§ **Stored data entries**
Start of Block
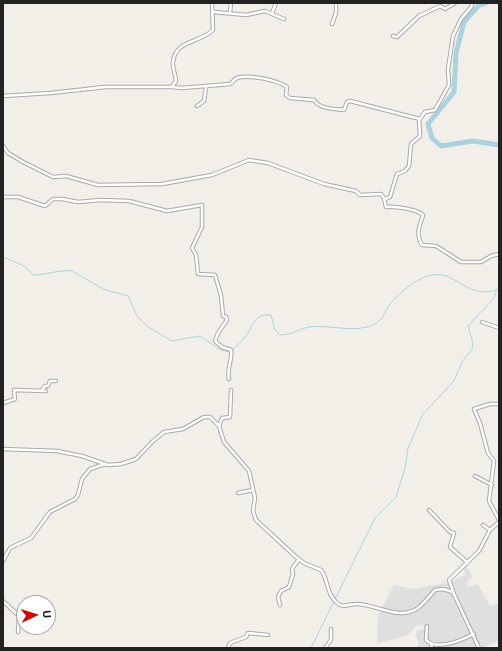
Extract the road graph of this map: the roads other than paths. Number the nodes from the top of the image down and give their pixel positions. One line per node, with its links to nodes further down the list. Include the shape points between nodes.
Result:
1 (212, 3): 7 (street)
2 (231, 3): 8 (street)
3 (276, 3): 9 (street)
4 (336, 3): 11 (street)
5 (455, 3): 12 (street, via 445,9 440,6 422,14 397,37)
6 (471, 3): 17 (street, via 472,6 461,19 451,42 448,87 436,110 425,112)
7 (214, 12): 8 (street); 13 (street, via 213,30 192,43 183,45 175,53 173,64 176,81)
8 (230, 12): 9 (street)
9 (272, 13): 10 (street)
10 (284, 19)
11 (332, 24)
12 (393, 36)
13 (172, 87): 14 (street); 15 (street, via 105,87 51,94)
14 (206, 87): 16 (street, via 204,101); 17 (street, via 231,84 236,79 244,77 267,80 287,87 286,95 290,98 305,98 314,100 318,105 344,110 350,101)
15 (3, 96)
16 (197, 106)
17 (419, 119): 20 (street, via 420,136 411,144 409,166 405,171 396,174 390,197)
18 (3, 146): 20 (street, via 8,153 53,177 66,176 98,185 173,182 212,175 249,160 268,163 324,184 360,194 381,194)
19 (3, 197): 24 (street, via 18,197 45,206 53,199 78,202 129,201 167,211 202,206 202,226 192,248 196,255 198,274 216,275 223,316 227,320 215,341 231,350)
20 (384, 199): 21 (street, via 385,207 397,206 422,214 418,230 419,240 423,246 436,246 461,262 482,262)
21 (499, 254)
22 (482, 322): 23 (street)
23 (499, 328)
24 (229, 379)
25 (56, 381): 27 (street, via 50,381 48,386 44,386 44,391 14,390 14,399)
26 (231, 390): 29 (street, via 230,417 222,418)
27 (3, 403)
28 (499, 404): 33 (street, via 474,409 481,424 488,453 494,461)
29 (219, 426): 31 (street, via 212,418 206,416 183,429 162,433 136,459 117,465); 34 (street, via 224,442 249,471)
30 (3, 449): 31 (street, via 63,452 93,458)
31 (105, 464): 41 (street, via 90,469 82,479 78,495 50,512 31,538 10,548)
32 (475, 476): 33 (street)
33 (492, 485): 37 (street, via 489,504)
34 (253, 490): 35 (street); 40 (street, via 253,511 256,520)
35 (238, 493)
36 (429, 510): 42 (street, via 454,533 450,547)
37 (499, 521): 39 (street)
38 (483, 524): 39 (street)
39 (490, 530): 42 (street, via 479,551)
40 (299, 559): 43 (street, via 321,570 327,589 342,606 358,604 389,612 403,612 416,609 437,589); 45 (street, via 292,569 290,587 281,591)
41 (3, 561)
42 (467, 562): 43 (street, via 449,580)
43 (453, 592): 49 (street)
44 (3, 601): 46 (street)
45 (280, 605)
46 (16, 613)
47 (427, 626): 51 (street, via 426,641)
48 (331, 629): 53 (street, via 332,640)
49 (474, 634): 51 (street, via 448,643); 55 (street)
50 (268, 635): 52 (street, via 248,633 246,637 230,643)
51 (431, 643): 54 (street)
52 (228, 648)
53 (325, 648)
54 (432, 648)
55 (479, 648)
End of Block
§ **WORK TASK**
Give the data above again in full and unchanged, skipping the pictures.

§ **OUTPUT OF THE TASK**
Extract the road graph of this map: the roads other than paths. Number the nodes from the top of the image down and give their pixel positions. One line per node, with its links to nodes further down the list. Include the shape points between nodes.
Result:
1 (212, 3): 7 (street)
2 (231, 3): 8 (street)
3 (276, 3): 9 (street)
4 (336, 3): 11 (street)
5 (455, 3): 12 (street, via 445,9 440,6 422,14 397,37)
6 (471, 3): 17 (street, via 472,6 461,19 451,42 448,87 436,110 425,112)
7 (214, 12): 8 (street); 13 (street, via 213,30 192,43 183,45 175,53 173,64 176,81)
8 (230, 12): 9 (street)
9 (272, 13): 10 (street)
10 (284, 19)
11 (332, 24)
12 (393, 36)
13 (172, 87): 14 (street); 15 (street, via 105,87 51,94)
14 (206, 87): 16 (street, via 204,101); 17 (street, via 231,84 236,79 244,77 267,80 287,87 286,95 290,98 305,98 314,100 318,105 344,110 350,101)
15 (3, 96)
16 (197, 106)
17 (419, 119): 20 (street, via 420,136 411,144 409,166 405,171 396,174 390,197)
18 (3, 146): 20 (street, via 8,153 53,177 66,176 98,185 173,182 212,175 249,160 268,163 324,184 360,194 381,194)
19 (3, 197): 24 (street, via 18,197 45,206 53,199 78,202 129,201 167,211 202,206 202,226 192,248 196,255 198,274 216,275 223,316 227,320 215,341 231,350)
20 (384, 199): 21 (street, via 385,207 397,206 422,214 418,230 419,240 423,246 436,246 461,262 482,262)
21 (499, 254)
22 (482, 322): 23 (street)
23 (499, 328)
24 (229, 379)
25 (56, 381): 27 (street, via 50,381 48,386 44,386 44,391 14,390 14,399)
26 (231, 390): 29 (street, via 230,417 222,418)
27 (3, 403)
28 (499, 404): 33 (street, via 474,409 481,424 488,453 494,461)
29 (219, 426): 31 (street, via 212,418 206,416 183,429 162,433 136,459 117,465); 34 (street, via 224,442 249,471)
30 (3, 449): 31 (street, via 63,452 93,458)
31 (105, 464): 41 (street, via 90,469 82,479 78,495 50,512 31,538 10,548)
32 (475, 476): 33 (street)
33 (492, 485): 37 (street, via 489,504)
34 (253, 490): 35 (street); 40 (street, via 253,511 256,520)
35 (238, 493)
36 (429, 510): 42 (street, via 454,533 450,547)
37 (499, 521): 39 (street)
38 (483, 524): 39 (street)
39 (490, 530): 42 (street, via 479,551)
40 (299, 559): 43 (street, via 321,570 327,589 342,606 358,604 389,612 403,612 416,609 437,589); 45 (street, via 292,569 290,587 281,591)
41 (3, 561)
42 (467, 562): 43 (street, via 449,580)
43 (453, 592): 49 (street)
44 (3, 601): 46 (street)
45 (280, 605)
46 (16, 613)
47 (427, 626): 51 (street, via 426,641)
48 (331, 629): 53 (street, via 332,640)
49 (474, 634): 51 (street, via 448,643); 55 (street)
50 (268, 635): 52 (street, via 248,633 246,637 230,643)
51 (431, 643): 54 (street)
52 (228, 648)
53 (325, 648)
54 (432, 648)
55 (479, 648)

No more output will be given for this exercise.